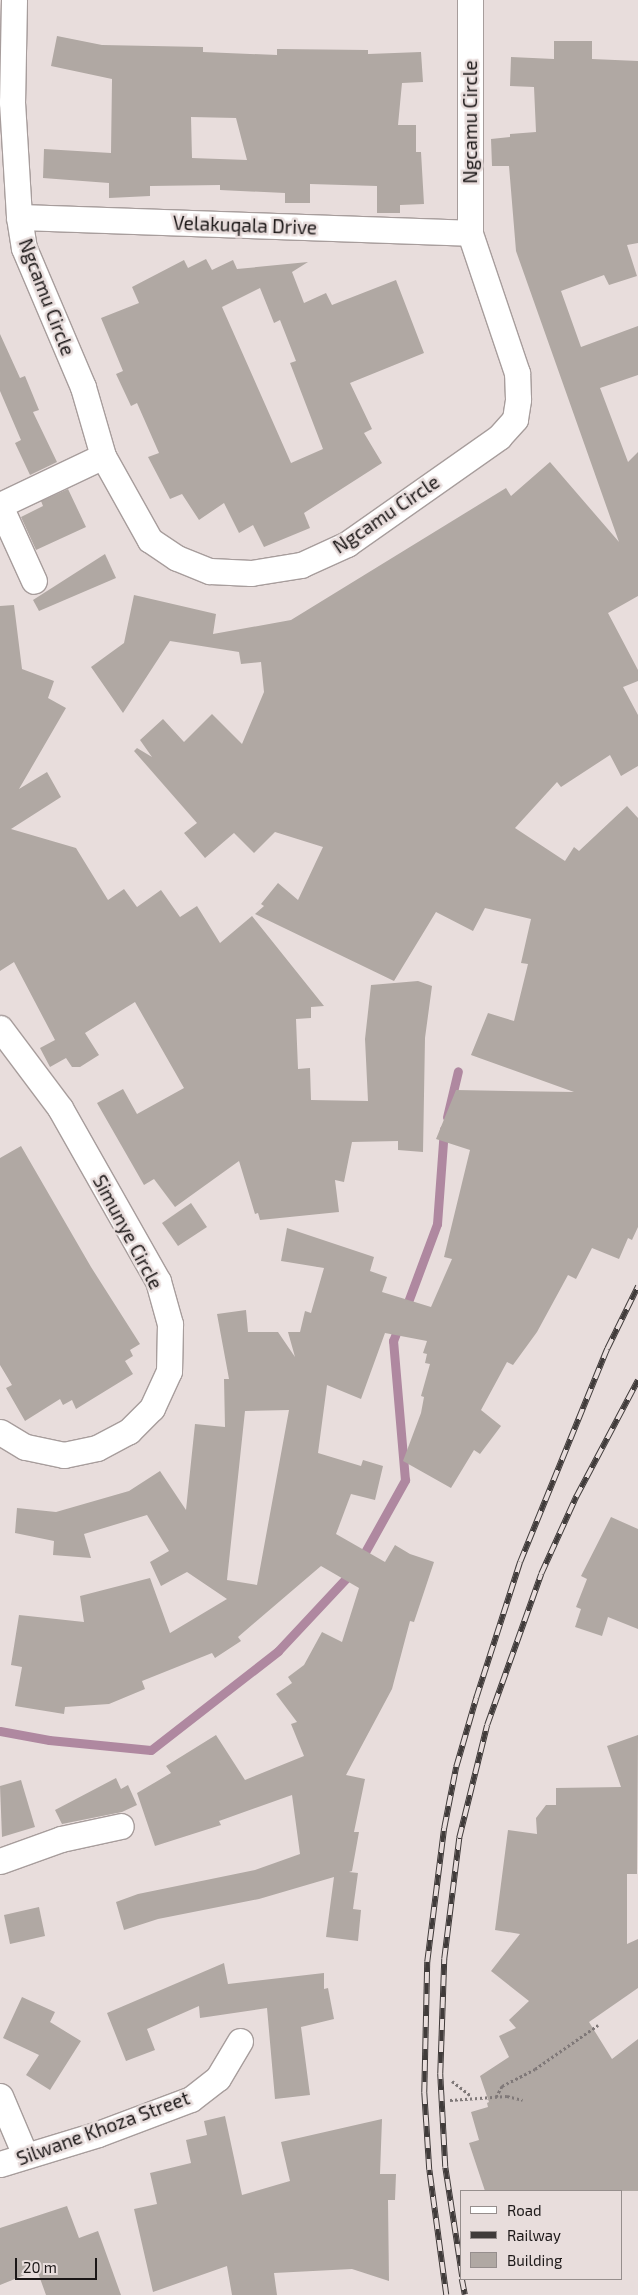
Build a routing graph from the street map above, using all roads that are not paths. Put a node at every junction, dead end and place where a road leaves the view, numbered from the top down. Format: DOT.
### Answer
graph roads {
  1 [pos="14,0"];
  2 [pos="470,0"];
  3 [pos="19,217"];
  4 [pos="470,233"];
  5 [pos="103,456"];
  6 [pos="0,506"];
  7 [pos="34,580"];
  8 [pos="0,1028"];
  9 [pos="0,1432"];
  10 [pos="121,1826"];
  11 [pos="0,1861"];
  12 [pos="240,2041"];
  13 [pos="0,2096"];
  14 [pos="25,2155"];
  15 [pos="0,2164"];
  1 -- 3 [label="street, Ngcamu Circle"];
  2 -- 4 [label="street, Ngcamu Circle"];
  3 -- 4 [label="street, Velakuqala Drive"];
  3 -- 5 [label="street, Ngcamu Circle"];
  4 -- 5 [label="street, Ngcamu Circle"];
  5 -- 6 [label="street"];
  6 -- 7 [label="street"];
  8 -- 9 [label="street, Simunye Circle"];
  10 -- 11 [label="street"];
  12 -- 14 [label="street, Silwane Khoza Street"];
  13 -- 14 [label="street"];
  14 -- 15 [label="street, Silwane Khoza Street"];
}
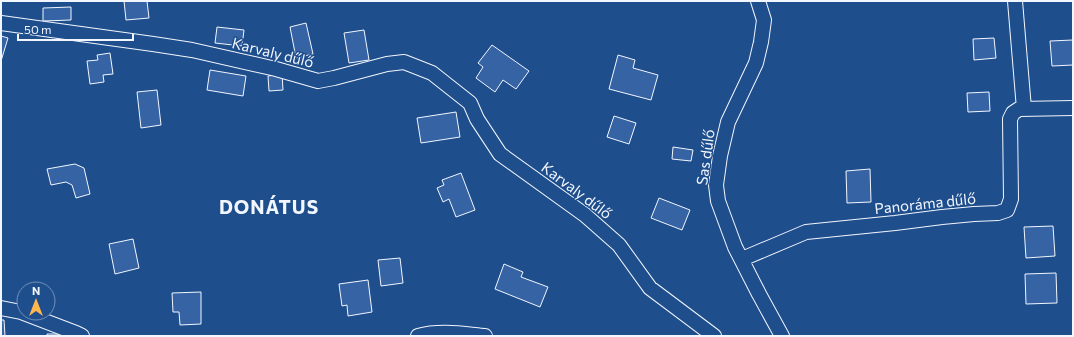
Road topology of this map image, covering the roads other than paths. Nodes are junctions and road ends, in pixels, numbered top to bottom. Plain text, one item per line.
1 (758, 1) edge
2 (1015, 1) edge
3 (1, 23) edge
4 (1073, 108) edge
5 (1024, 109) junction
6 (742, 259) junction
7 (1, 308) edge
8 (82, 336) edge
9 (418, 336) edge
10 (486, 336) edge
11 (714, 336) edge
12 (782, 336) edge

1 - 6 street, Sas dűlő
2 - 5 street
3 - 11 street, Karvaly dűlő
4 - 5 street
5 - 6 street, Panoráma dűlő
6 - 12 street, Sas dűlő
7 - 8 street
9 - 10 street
=====
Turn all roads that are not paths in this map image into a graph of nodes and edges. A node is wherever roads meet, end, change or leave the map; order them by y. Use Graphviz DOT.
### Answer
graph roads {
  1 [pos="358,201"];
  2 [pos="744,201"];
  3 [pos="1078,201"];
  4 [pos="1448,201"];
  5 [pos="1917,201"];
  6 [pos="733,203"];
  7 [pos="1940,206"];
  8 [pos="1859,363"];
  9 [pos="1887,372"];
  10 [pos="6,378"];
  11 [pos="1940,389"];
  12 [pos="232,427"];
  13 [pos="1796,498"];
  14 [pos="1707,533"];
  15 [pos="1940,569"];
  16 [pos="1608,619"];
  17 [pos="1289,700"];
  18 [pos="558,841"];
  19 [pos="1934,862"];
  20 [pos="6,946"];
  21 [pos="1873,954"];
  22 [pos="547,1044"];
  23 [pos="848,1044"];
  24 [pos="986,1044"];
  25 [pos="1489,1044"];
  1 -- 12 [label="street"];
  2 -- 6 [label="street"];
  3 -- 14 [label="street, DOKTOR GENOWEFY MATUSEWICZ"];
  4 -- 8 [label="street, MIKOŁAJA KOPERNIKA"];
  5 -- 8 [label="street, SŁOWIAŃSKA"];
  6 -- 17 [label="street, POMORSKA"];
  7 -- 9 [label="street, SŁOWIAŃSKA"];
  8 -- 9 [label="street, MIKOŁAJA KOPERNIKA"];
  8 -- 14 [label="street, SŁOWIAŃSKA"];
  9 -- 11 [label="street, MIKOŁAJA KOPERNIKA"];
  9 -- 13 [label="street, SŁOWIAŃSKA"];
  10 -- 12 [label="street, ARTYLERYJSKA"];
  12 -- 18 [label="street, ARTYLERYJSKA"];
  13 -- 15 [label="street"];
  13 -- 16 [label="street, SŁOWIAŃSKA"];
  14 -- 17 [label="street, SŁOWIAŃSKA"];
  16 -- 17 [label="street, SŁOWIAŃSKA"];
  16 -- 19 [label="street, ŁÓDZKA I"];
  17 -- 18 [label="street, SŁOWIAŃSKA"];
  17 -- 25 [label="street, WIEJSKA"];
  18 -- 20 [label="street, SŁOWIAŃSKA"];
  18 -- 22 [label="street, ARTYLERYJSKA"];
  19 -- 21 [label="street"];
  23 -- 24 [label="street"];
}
=====
* _What is being asked_:
Report how many lines in the records hold the word "that", giving the number and nothing else.

* _The answer_:
2